GPS Data

Importing and georeferencing the GPS data I received into the QGIS environment was fairly easy.

After downloading the data as separate Excel files for each fisher tracked, I converted them into Comma Separated Value (.csv) files. This was necessary in order to import the data into QGIS. As GPS data was split across more than fifty files for each month, I performed this as a batch process. Because I wasn't initially aware about how to do this, I consulted online resources, which quickly helped me out (image 6).

Steps involved in QGIS Analyses

1. Data formatting is sometimes required when QGIS doesn't correctly recognize the original format of your data. This step often involved working in the QGIS field calculator and using the "Refactor fields" function.

2. Data filtration involves taking subsets from your data which are best fit for producing a particular map. For this, I most often worked in the field calculator, but occasionally had to use functions such as "select by location" or "distance to nearest hub".
   Important to note here is the filter used for inferring whether or not a GPS point represents a fishing activity, as this filter can strongly affect the end result. For our analysis, we assumed GPS points recorded at a speed below 5 km/h represented fishing activities, a limit often used in research (Forero et al., 2017)

3. Data processing and calculations are required if your data isn't presented as the correct map element, or if certain values have to be calculated from existing ones before the result can be produced. This step often involved both the field calculator and various functions. As an example, I had to sum up all the duration values of GPS recordings representing fishing activities within each sub-section of the recreated grid of image 5 using the "join attributes by locations (summary)" function in QGIS.

4. Layer styling is quite a simple step which mainly involves assigning appropriate colors and labels to the layers of your map. Sometimes, it was hard to find the right legend for an important layer which best visualized gradients within it, but I believe anyone can do this step if they take their time.

5. Map production involves working in the QGIS layout manager. More specifically, it involves trying to optimally arrange the map elements you've prepared. For this, I believe it's important to curiously explore the different possibilities of the layout manager, as this allows for you to fine-tune your maps in order to obtain a professionally looking result.

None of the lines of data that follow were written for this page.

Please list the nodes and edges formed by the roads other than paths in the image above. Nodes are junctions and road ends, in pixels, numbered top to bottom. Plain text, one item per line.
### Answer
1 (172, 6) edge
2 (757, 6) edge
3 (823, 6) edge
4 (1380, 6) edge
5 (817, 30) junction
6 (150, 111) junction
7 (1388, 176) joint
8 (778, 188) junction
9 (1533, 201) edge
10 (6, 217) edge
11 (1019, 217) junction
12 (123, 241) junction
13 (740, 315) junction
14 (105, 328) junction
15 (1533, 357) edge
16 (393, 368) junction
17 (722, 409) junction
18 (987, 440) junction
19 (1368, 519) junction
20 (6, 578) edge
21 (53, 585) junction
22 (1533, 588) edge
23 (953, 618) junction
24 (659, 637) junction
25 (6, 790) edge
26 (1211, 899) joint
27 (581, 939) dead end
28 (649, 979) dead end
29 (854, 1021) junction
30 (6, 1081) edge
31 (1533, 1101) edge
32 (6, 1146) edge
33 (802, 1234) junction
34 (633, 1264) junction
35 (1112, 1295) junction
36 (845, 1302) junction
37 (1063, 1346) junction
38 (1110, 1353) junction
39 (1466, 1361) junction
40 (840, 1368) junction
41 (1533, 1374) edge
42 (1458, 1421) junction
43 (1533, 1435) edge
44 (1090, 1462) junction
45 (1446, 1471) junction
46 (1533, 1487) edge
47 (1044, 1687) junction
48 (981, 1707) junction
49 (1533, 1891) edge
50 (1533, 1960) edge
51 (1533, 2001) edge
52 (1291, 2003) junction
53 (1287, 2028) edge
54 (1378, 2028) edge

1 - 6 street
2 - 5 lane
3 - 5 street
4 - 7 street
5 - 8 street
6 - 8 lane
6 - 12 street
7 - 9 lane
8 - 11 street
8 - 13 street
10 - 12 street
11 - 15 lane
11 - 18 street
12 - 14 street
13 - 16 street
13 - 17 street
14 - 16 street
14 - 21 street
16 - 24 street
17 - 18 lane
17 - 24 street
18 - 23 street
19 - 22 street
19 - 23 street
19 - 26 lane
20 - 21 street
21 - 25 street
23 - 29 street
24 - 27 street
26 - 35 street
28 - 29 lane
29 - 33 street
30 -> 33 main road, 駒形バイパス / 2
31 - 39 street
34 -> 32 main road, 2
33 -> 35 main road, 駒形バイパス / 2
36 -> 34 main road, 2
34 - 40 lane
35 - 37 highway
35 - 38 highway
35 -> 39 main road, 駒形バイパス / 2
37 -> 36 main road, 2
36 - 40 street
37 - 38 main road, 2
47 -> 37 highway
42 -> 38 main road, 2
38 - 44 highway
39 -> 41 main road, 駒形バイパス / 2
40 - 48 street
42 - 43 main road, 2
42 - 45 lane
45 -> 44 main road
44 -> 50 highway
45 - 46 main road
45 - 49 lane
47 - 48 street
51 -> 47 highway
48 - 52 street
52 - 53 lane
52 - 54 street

Steps involved in R analyses

1. Data exploration involved using functions such as head() and summary() in order to explore data after it's been imported. Additionally, it involved the production of some initial data exploration plots. This step is important to assure all data is correctly formatted before further analysis. For our analyses, this was always the case, as we made sure this was done beforehand in QGIS.

2. Testing of ANOVA assumptions was essential to our statistical analyses because the ANOVA analysis appeared to be perfect for each of them. In order to test the assumptions, we mainly evaluated the ANOVA diagnostic plots and performed the Shapiro-Wilk test for normality and Bartlett's test for homogeneity of variance. Sadly however, the distance and speed variables we analyzed were non-normally distributed, and residuals in our correlations were most often heteroscedastic.

3. Kruskal-Wallis analyses were then performed as they were appropriate for the correlations we analyzed and did not assume normality or homoscedasticity. Additionally, Kruskal-Wallis effect size estimations were performed using the function kruskal_effsize() included in the rstatix package for R.

4. Plot production was lastly done using the ggplot2 package for R. Although I was initially inexperienced at working with this package, I quickly got used to it with the help of an active online community.